Fun with the Salesforce API and custom fields

One of our marketing approaches is to offer a sms service trial of our Business SMS Service. This enables prospects to fully test the two-way SMS service before committing to one of our reasonably priced ;-) monthly plans.

We have recently adopted salesforce.com to improve our CRM and Sales processes and wanted to push all new trials into salesforce so our sales teams could follow them up.

We put together a simple application that utilises the salesforce web servce API to create Lead objects in salesforce and assign them to appropriate queues based on the prospects country. This was very simple and we were very quickly up and running but hit a stumbling block when we came to custom fields.

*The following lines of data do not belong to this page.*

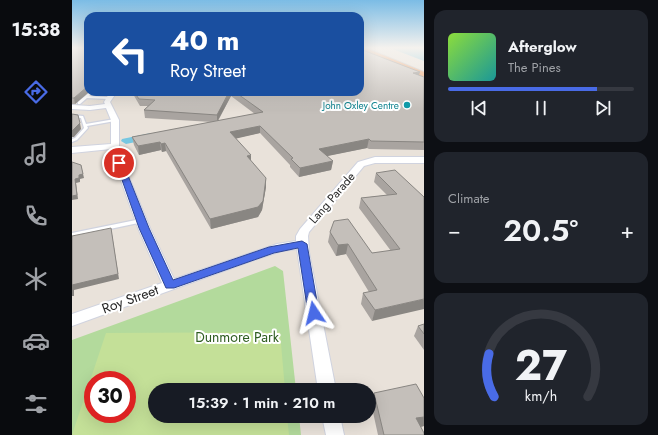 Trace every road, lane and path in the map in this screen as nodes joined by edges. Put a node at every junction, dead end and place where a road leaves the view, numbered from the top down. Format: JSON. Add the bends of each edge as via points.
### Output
{"nodes":[{"id":1,"x":406,"y":68,"type":"edge"},
{"id":2,"x":424,"y":76,"type":"edge"},
{"id":3,"x":112,"y":96,"type":"edge"},
{"id":4,"x":86,"y":97,"type":"joint"},
{"id":5,"x":108,"y":102,"type":"junction"},
{"id":6,"x":79,"y":103,"type":"dead end"},
{"id":7,"x":72,"y":108,"type":"edge"},
{"id":8,"x":72,"y":116,"type":"edge"},
{"id":9,"x":115,"y":120,"type":"junction"},
{"id":10,"x":85,"y":125,"type":"junction"},
{"id":11,"x":72,"y":141,"type":"edge"},
{"id":12,"x":114,"y":146,"type":"junction"},
{"id":13,"x":72,"y":150,"type":"edge"},
{"id":14,"x":424,"y":160,"type":"edge"},
{"id":15,"x":142,"y":221,"type":"junction"},
{"id":16,"x":72,"y":235,"type":"edge"},
{"id":17,"x":302,"y":244,"type":"junction"},
{"id":18,"x":170,"y":285,"type":"junction"},
{"id":19,"x":72,"y":320,"type":"edge"},
{"id":20,"x":326,"y":383,"type":"edge"},
{"id":21,"x":333,"y":423,"type":"edge"},
{"id":22,"x":335,"y":435,"type":"edge"}],
"edges":[{"from":1,"to":2,"type":"highway"},
{"from":3,"to":5,"type":"street"},
{"from":4,"to":5,"type":"lane"},
{"from":4,"to":6,"type":"lane"},
{"from":5,"to":7,"type":"street","via":[[90,108]]},
{"from":5,"to":9,"type":"street"},
{"from":8,"to":10,"type":"lane","via":[[82,117]]},
{"from":9,"to":10,"type":"lane"},
{"from":9,"to":12,"type":"street"},
{"from":10,"to":11,"type":"lane","via":[[84,131]]},
{"from":12,"to":13,"type":"street"},
{"from":12,"to":15,"type":"street"},
{"from":14,"to":17,"type":"street","name":"Lang Parade","via":[[375,160],[361,164],[308,225],[302,236]]},
{"from":15,"to":16,"type":"lane"},
{"from":15,"to":18,"type":"street"},
{"from":17,"to":18,"type":"street","name":"Roy Street","via":[[273,250]]},
{"from":17,"to":20,"type":"street","name":"Lang Parade"},
{"from":18,"to":19,"type":"street","name":"Roy Street"},
{"from":21,"to":22,"type":"street"}]} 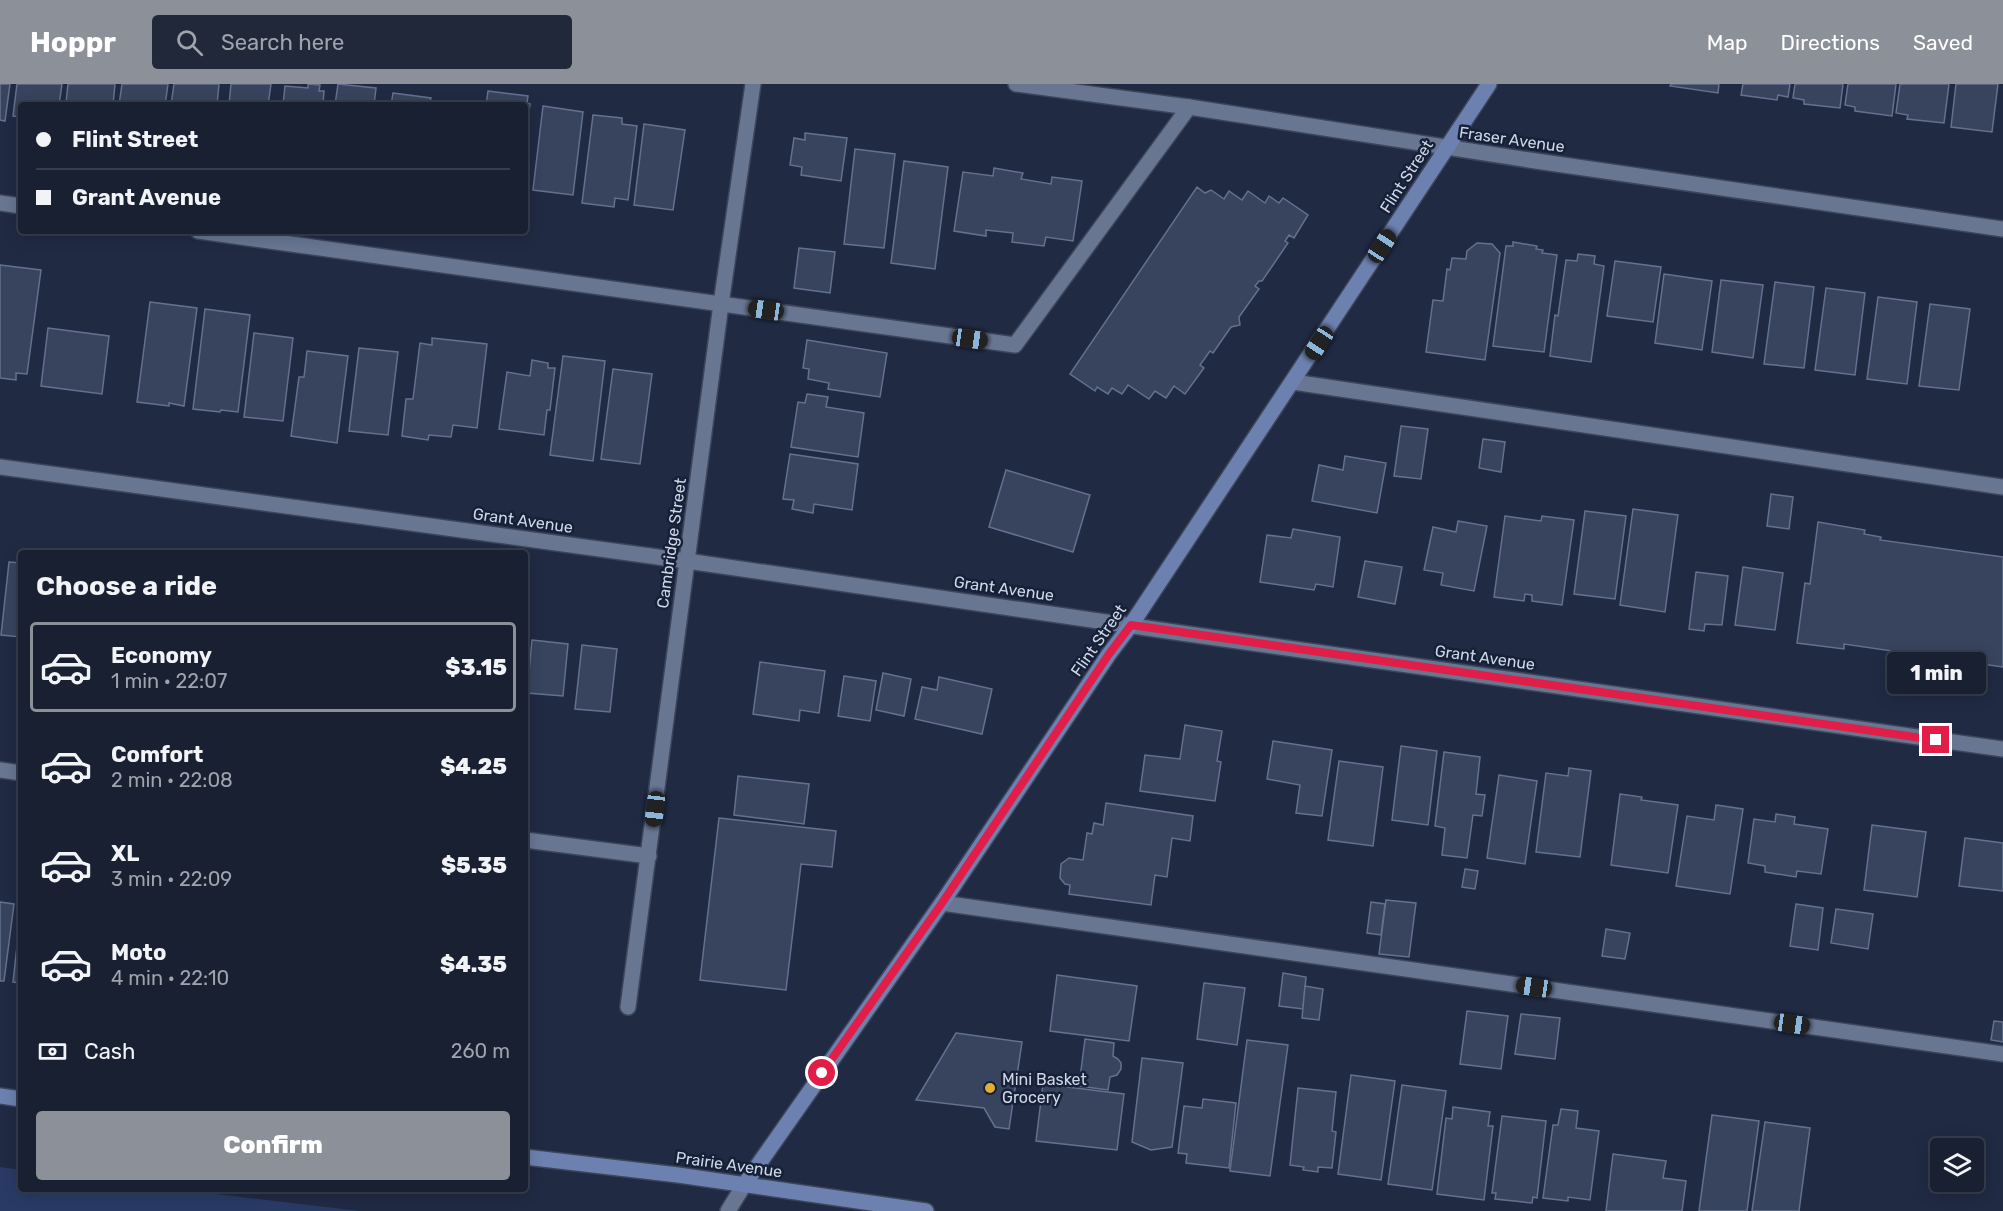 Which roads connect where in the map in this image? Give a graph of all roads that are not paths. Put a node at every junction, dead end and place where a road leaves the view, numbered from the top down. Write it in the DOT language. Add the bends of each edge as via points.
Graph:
graph roads {
  1 [pos="753,84"];
  2 [pos="1016,84"];
  3 [pos="1489,84"];
  4 [pos="1189,108"];
  5 [pos="1447,147"];
  6 [pos="0,203"];
  7 [pos="18,206"];
  8 [pos="2003,229"];
  9 [pos="219,234"];
  10 [pos="721,304"];
  11 [pos="1293,381"];
  12 [pos="0,467"];
  13 [pos="2003,487"];
  14 [pos="687,561"];
  15 [pos="1131,625"];
  16 [pos="2003,749"];
  17 [pos="0,770"];
  18 [pos="18,773"];
  19 [pos="528,840"];
  20 [pos="649,856"];
  21 [pos="942,903"];
  22 [pos="628,1006"];
  23 [pos="2003,1054"];
  24 [pos="0,1096"];
  25 [pos="18,1099"];
  26 [pos="528,1157"];
  27 [pos="744,1185"];
  28 [pos="728,1211"];
  29 [pos="926,1211"];
  1 -- 10 [label="street, Cambridge Street"];
  2 -- 4 [label="street, Fraser Avenue"];
  3 -- 5 [label="street, Flint Street"];
  4 -- 5 [label="street, Fraser Avenue"];
  4 -- 10 [label="street" via="1015,345"];
  5 -- 8 [label="street, Fraser Avenue"];
  5 -- 11 [label="street, Flint Street"];
  6 -- 7 [label="street"];
  9 -- 10 [label="street"];
  10 -- 14 [label="street, Cambridge Street"];
  11 -- 13 [label="street"];
  11 -- 15 [label="street, Flint Street"];
  12 -- 14 [label="street, Grant Avenue"];
  14 -- 15 [label="street, Grant Avenue"];
  14 -- 20 [label="street, Cambridge Street"];
  15 -- 16 [label="street, Grant Avenue"];
  15 -- 21 [label="street, Flint Street"];
  17 -- 18 [label="street"];
  19 -- 20 [label="street"];
  20 -- 22 [label="street, Cambridge Street"];
  21 -- 23 [label="street"];
  21 -- 27 [label="street, Flint Street"];
  24 -- 25 [label="street"];
  26 -- 27 [label="street, Prairie Avenue"];
  27 -- 28 [label="street, Flint Street"];
  27 -- 29 [label="street, Prairie Avenue"];
}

We've customised the Lead definition in our salesforce implementation to include URL fields that can link directly into our account management system. Making it very easy for the sales teams to manage the service features and promote the SMS service account when a customer decides to sign up.

The code samples for C# were a little sketchy when it came to custom fields. We spent a long time looking at blogs and forums trying to workout how to get these values pushed in. Then the lightbulb finally lit up.

Salesforce seems to have a generic datastore with loose descriptions of objects that contain collections of fields. The web service proxies that were supplied as part of the sample kit also all inheritied from sObject as below:

[System.Xml.Serialization.XmlTypeAttribute(Namespace="urn:sobject.enterprise.soap.sforce.com")] public class Lead : sObject {

Upon further inspection, we discovered that XML serialisation attributes had been set on all fields in the Lead class, eg:

[System.Xml.Serialization.XmlElementAttribute(IsNullable=true)] public string Company;

Eureka! We just had to add additional fields for our custom fields and it worked, eg:

[System.Xml.Serialization.XmlElementAttribute(IsNullable = true)] public string AMS_Account_URL__c;

Note the field name is the API version of the field name. From within salesforce go to Setup > App Setup > Customize > Leads (or whichever object definition you want) > Fields and then click on the appropriate field to find this out.

So now whenever someone registers for a free trial of our Business SMS Service, salesforce is updated and we can assist them straight away.